- **RECORDS PROVIDED**
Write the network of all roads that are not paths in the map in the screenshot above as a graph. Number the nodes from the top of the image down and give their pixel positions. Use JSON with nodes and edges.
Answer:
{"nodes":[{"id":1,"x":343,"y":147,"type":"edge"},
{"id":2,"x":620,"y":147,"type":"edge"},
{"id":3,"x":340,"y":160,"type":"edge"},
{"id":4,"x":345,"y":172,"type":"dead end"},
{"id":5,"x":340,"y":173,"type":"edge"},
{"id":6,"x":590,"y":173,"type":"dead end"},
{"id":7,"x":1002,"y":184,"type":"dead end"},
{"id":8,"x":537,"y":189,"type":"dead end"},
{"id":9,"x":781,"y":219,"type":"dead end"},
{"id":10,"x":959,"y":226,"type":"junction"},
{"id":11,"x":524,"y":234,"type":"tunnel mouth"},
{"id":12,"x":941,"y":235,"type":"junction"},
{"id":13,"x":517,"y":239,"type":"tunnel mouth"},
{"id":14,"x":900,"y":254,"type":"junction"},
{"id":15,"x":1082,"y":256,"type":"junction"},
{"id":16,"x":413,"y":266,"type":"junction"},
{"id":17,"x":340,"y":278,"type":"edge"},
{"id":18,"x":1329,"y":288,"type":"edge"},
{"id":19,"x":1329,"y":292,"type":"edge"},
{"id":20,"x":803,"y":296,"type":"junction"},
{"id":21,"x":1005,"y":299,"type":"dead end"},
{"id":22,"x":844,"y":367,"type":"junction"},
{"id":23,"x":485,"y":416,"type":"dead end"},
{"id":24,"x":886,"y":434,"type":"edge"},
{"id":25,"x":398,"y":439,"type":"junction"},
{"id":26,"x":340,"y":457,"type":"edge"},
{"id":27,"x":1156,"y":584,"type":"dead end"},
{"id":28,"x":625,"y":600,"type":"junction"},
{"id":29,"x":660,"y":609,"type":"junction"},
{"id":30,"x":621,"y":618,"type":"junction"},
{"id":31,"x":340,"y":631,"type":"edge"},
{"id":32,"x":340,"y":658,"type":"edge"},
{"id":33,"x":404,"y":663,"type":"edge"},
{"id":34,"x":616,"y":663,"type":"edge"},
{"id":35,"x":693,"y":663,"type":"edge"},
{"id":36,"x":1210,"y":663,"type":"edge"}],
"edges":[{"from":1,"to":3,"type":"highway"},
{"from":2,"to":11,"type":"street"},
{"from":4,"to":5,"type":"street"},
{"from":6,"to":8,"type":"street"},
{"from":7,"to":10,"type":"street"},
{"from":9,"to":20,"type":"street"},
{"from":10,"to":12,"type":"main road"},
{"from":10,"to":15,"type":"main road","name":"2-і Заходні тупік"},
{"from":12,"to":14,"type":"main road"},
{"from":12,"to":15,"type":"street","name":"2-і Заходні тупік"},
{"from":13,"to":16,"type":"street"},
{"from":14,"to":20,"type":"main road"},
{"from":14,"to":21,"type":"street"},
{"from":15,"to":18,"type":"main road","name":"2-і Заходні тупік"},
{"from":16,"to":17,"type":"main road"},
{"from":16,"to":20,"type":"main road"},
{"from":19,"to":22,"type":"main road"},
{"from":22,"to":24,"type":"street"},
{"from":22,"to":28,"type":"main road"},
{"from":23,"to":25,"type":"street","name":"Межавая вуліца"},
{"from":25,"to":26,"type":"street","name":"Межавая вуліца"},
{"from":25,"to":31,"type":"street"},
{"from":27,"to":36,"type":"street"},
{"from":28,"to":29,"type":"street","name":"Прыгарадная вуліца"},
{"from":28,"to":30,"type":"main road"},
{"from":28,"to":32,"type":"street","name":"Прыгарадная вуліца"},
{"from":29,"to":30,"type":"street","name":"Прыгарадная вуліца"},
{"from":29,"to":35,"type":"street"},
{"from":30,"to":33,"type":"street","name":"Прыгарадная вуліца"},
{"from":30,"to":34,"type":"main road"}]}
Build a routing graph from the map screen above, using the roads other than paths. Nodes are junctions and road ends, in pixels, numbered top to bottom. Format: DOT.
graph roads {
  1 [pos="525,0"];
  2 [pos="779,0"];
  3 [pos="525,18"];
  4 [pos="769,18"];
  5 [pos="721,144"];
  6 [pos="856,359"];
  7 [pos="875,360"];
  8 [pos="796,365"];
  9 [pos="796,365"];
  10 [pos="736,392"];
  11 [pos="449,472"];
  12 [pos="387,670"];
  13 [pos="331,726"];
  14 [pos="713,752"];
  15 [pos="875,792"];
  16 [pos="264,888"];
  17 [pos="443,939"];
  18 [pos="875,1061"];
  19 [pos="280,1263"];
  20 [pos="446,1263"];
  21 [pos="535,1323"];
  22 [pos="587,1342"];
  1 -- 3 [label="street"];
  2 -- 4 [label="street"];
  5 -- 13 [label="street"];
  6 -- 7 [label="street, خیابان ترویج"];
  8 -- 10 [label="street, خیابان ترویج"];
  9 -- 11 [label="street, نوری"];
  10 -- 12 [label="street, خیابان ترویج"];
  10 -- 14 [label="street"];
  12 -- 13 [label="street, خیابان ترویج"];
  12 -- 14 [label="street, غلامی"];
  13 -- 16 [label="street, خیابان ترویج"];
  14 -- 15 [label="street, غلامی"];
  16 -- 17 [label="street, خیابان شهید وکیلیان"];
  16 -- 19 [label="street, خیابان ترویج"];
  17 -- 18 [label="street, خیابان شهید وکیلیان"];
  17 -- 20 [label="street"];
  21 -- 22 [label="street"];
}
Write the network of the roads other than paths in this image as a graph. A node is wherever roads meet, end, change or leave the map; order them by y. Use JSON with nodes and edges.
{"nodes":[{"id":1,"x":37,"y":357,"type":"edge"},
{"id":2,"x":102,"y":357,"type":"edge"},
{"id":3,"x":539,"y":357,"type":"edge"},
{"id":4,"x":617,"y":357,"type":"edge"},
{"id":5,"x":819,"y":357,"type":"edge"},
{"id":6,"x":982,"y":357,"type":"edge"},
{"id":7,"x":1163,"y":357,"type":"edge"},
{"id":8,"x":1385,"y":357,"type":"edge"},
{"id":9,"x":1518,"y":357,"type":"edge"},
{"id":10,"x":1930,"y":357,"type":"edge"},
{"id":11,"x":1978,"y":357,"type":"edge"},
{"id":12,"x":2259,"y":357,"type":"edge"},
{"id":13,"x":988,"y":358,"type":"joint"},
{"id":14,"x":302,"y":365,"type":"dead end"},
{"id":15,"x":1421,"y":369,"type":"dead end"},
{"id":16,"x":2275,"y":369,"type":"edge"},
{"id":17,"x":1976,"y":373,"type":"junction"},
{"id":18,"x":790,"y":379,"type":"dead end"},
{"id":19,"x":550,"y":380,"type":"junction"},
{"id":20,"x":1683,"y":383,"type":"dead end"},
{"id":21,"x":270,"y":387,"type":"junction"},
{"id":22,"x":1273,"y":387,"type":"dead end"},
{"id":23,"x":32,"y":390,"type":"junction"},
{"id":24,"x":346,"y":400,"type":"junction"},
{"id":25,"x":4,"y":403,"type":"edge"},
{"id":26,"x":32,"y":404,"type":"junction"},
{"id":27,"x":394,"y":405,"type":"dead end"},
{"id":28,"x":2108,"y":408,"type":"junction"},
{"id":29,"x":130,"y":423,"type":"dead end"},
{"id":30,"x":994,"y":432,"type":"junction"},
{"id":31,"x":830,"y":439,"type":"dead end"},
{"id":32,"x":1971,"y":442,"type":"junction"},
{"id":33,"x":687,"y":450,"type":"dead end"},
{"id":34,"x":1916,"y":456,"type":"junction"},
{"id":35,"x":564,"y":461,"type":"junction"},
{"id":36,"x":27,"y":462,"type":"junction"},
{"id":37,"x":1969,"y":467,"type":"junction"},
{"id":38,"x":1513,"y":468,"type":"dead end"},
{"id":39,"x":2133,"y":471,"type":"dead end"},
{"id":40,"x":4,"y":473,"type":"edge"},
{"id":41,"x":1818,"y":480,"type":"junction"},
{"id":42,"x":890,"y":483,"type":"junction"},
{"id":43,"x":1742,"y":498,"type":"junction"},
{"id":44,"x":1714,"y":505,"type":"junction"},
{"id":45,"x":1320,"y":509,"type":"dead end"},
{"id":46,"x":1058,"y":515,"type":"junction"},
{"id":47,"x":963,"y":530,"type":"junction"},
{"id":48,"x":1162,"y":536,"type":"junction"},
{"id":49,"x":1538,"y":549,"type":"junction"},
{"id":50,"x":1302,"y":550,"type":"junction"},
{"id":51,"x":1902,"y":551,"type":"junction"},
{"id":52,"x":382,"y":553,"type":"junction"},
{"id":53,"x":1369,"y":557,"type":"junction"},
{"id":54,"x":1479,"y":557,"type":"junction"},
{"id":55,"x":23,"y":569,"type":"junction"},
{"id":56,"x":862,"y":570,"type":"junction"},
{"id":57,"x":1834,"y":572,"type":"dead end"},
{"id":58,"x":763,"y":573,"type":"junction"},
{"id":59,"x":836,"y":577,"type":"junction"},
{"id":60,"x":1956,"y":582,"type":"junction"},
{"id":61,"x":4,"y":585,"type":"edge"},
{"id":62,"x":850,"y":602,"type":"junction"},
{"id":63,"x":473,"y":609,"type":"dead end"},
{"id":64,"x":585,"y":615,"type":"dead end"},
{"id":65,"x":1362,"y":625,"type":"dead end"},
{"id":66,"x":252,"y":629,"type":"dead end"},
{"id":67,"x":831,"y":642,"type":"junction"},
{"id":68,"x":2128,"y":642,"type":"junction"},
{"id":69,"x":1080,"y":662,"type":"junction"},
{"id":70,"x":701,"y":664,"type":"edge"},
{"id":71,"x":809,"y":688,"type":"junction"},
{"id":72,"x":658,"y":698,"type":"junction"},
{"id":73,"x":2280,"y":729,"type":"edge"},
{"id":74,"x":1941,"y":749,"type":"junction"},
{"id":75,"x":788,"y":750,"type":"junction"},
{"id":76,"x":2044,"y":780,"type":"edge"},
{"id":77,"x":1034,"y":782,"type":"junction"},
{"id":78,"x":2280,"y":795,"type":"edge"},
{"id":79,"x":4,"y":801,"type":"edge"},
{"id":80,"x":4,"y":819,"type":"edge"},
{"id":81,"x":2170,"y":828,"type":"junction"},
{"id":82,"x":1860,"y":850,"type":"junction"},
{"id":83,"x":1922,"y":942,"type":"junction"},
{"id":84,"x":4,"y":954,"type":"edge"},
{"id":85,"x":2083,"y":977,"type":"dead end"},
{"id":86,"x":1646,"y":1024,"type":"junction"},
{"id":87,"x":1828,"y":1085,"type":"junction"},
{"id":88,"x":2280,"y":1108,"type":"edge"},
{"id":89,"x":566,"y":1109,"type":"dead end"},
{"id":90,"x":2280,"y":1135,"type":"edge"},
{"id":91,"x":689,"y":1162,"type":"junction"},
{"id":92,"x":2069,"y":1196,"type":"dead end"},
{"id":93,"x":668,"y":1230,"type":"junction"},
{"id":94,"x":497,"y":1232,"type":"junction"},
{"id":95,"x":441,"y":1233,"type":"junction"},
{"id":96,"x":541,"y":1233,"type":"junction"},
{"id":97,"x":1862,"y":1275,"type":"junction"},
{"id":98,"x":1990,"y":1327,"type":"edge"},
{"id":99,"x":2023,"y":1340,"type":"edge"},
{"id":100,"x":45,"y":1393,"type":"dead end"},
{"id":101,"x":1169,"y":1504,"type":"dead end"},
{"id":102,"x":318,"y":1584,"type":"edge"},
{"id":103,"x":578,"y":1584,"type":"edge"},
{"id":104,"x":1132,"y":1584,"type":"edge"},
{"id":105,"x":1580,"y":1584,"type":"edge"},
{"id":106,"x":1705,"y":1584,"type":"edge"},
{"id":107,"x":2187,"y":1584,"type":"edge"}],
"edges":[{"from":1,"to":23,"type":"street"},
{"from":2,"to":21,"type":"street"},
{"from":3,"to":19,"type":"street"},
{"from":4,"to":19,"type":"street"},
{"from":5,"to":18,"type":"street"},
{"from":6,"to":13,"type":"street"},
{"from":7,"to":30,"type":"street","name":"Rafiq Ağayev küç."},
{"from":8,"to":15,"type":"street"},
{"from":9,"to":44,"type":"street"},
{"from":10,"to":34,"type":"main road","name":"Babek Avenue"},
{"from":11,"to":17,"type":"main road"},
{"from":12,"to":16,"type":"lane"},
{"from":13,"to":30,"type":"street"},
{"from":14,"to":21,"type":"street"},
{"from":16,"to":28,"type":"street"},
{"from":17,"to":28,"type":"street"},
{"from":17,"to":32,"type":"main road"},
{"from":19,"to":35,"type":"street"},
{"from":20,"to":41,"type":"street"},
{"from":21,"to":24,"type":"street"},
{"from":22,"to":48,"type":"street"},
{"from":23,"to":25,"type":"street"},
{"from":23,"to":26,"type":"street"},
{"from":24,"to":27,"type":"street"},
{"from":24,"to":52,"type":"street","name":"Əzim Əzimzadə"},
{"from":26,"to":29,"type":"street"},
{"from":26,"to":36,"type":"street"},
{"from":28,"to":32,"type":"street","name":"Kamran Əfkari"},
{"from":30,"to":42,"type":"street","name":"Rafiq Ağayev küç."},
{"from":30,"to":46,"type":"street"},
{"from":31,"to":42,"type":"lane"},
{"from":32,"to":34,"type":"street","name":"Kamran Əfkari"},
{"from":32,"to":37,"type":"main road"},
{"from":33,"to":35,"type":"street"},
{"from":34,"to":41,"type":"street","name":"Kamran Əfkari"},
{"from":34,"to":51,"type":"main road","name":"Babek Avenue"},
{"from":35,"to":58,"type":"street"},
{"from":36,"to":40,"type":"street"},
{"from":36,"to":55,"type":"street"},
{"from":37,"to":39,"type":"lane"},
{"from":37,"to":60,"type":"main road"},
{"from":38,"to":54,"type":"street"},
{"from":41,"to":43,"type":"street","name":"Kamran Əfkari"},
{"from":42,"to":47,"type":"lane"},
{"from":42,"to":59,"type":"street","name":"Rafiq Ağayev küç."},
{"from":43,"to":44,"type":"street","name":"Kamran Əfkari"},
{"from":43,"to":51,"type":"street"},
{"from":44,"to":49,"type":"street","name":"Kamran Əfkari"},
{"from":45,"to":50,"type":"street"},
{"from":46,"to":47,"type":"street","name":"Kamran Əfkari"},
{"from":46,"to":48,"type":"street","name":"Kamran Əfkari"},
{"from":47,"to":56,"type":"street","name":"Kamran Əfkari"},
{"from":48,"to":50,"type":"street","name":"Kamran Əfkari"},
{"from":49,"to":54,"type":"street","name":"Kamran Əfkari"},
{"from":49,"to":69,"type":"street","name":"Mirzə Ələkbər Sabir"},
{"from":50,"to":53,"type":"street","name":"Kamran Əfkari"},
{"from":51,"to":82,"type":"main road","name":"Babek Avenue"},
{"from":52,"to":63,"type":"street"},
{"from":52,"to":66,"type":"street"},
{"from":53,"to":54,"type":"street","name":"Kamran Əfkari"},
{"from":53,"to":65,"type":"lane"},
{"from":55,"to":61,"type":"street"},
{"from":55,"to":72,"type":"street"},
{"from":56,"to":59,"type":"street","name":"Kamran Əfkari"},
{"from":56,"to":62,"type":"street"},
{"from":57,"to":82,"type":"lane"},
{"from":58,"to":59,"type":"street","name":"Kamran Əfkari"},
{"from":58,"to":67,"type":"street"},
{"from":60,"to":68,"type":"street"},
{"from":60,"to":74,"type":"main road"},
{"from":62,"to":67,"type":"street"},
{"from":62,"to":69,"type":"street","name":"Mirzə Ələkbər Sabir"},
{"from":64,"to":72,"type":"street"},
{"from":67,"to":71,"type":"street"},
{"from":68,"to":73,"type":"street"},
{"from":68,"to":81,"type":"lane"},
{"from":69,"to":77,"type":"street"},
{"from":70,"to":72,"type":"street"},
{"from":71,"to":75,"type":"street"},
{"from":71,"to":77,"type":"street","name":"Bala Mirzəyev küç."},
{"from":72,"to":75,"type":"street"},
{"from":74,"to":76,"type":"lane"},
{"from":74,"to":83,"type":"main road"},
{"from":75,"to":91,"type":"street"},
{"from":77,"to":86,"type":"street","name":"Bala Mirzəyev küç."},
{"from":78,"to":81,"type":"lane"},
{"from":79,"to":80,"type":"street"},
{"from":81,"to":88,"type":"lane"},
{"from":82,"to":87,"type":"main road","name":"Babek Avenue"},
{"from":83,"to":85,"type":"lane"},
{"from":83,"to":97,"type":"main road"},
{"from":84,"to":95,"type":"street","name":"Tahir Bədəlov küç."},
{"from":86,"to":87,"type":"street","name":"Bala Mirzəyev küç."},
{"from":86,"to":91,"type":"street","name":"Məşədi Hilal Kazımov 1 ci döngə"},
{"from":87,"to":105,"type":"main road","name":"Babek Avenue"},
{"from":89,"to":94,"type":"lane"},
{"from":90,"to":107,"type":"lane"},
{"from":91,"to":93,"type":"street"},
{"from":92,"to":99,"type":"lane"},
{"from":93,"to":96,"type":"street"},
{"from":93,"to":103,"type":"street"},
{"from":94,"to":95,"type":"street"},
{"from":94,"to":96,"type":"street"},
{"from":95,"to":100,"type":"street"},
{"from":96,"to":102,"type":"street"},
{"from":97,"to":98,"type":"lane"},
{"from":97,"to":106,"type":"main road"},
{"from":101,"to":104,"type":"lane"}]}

- **ASSIGNMENT**
Each line that holds the string "Ağayev" counts once. Give the total for the listing and nothing else.

- **ANSWER FOR THE TASK**
3